▶ Required work: Where a line of the material contains the string "each", copy that line.

▶ Extracted material:
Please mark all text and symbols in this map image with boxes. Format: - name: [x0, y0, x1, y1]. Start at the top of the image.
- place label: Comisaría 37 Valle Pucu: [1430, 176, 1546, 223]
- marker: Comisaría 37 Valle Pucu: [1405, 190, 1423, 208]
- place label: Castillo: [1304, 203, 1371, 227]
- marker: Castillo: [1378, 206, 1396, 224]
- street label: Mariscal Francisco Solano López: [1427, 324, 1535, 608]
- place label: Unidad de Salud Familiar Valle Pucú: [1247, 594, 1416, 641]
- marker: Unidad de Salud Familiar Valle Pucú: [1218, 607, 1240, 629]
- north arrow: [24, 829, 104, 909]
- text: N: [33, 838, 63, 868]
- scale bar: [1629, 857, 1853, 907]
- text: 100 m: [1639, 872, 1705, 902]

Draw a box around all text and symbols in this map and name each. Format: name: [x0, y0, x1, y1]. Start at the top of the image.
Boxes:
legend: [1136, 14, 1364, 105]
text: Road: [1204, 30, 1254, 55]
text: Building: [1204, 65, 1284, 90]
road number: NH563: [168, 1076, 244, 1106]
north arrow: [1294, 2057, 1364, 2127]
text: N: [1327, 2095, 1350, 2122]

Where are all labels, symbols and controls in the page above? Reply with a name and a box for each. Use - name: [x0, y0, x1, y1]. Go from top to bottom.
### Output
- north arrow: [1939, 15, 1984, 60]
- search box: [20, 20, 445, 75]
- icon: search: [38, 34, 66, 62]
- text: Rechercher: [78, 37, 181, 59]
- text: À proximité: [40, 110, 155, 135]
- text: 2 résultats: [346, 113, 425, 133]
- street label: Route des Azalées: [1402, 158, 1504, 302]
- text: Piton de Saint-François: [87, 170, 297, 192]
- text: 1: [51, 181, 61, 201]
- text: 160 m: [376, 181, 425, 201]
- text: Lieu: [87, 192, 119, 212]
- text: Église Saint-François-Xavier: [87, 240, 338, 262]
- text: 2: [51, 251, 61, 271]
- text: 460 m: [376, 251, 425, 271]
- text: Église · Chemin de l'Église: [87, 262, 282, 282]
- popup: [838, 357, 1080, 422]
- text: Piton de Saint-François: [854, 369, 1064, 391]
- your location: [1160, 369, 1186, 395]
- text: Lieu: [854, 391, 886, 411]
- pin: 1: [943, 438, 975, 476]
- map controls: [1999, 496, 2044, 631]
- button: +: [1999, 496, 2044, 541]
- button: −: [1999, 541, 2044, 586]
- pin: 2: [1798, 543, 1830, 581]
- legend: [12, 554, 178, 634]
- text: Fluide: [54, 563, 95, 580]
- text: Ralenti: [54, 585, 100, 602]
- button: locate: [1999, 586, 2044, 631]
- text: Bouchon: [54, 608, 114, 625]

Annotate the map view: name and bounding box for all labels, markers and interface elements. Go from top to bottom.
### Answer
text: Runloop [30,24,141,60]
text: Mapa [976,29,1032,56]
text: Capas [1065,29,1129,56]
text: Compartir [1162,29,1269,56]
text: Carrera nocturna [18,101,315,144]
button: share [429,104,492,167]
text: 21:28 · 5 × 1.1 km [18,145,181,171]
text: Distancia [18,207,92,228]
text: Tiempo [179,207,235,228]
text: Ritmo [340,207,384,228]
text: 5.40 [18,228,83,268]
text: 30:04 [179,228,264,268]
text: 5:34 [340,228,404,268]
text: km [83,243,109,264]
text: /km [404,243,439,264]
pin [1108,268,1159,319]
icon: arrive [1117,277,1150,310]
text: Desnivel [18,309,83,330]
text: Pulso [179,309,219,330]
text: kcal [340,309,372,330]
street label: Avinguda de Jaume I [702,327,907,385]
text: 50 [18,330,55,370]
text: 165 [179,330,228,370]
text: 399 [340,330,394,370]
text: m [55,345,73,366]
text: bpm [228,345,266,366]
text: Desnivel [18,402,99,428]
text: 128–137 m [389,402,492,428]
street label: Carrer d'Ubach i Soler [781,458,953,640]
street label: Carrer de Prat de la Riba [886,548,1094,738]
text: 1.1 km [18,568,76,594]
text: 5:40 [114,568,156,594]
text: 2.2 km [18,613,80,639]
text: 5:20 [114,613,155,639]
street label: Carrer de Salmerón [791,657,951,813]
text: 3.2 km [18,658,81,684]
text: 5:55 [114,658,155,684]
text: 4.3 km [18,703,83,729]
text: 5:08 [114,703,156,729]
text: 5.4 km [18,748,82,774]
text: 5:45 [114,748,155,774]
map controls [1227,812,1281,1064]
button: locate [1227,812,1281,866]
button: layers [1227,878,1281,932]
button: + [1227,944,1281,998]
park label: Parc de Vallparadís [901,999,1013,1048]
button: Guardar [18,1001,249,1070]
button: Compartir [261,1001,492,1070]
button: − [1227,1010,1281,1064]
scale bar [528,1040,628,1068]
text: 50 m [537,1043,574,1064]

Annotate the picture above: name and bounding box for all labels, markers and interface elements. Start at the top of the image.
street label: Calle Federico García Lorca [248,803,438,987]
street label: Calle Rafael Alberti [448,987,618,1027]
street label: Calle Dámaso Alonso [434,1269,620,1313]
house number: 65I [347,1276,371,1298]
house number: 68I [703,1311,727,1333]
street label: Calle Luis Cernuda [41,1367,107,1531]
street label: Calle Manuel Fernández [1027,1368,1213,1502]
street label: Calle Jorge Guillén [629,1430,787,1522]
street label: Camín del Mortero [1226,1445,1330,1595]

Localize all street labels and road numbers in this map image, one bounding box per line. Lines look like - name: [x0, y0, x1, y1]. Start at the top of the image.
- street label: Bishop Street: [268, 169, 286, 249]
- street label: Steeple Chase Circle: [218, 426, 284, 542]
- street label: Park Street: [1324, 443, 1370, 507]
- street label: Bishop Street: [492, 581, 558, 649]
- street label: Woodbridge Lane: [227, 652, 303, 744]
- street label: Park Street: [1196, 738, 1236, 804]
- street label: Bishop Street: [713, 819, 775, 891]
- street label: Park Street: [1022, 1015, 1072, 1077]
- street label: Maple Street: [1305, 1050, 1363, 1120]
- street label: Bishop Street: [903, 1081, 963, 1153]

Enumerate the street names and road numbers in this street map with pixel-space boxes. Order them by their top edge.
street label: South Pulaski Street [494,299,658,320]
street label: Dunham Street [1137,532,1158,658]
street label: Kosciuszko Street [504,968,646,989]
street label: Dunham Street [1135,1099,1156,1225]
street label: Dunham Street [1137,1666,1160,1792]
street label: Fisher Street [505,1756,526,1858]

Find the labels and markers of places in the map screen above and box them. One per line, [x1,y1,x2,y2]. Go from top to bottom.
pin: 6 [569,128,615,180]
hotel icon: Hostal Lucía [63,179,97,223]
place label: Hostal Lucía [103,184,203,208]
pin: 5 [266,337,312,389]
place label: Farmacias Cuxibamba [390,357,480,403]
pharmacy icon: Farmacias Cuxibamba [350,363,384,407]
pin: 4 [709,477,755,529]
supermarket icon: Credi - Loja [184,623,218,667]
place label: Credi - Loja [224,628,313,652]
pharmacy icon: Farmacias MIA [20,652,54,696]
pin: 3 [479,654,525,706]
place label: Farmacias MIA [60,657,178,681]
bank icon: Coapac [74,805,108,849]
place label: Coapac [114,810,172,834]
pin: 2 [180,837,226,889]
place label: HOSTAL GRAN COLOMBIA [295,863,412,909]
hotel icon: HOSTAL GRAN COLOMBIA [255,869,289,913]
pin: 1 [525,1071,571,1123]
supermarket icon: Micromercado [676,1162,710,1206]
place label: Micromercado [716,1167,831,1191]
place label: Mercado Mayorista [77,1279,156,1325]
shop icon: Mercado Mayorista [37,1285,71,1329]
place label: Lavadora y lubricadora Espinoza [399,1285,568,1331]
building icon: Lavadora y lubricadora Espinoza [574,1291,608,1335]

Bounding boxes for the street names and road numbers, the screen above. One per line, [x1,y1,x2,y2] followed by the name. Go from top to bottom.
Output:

▶ Response to this task:
Draw a box around all text and symbols in this map and name each. Format: name: [x0, y0, x1, y1]. Start at the top of the image.
Where are all labels, symbols and controls in the page above? Reply with a name and a box for each. Use - name: [x0, y0, x1, y1]. Go from top to bottom.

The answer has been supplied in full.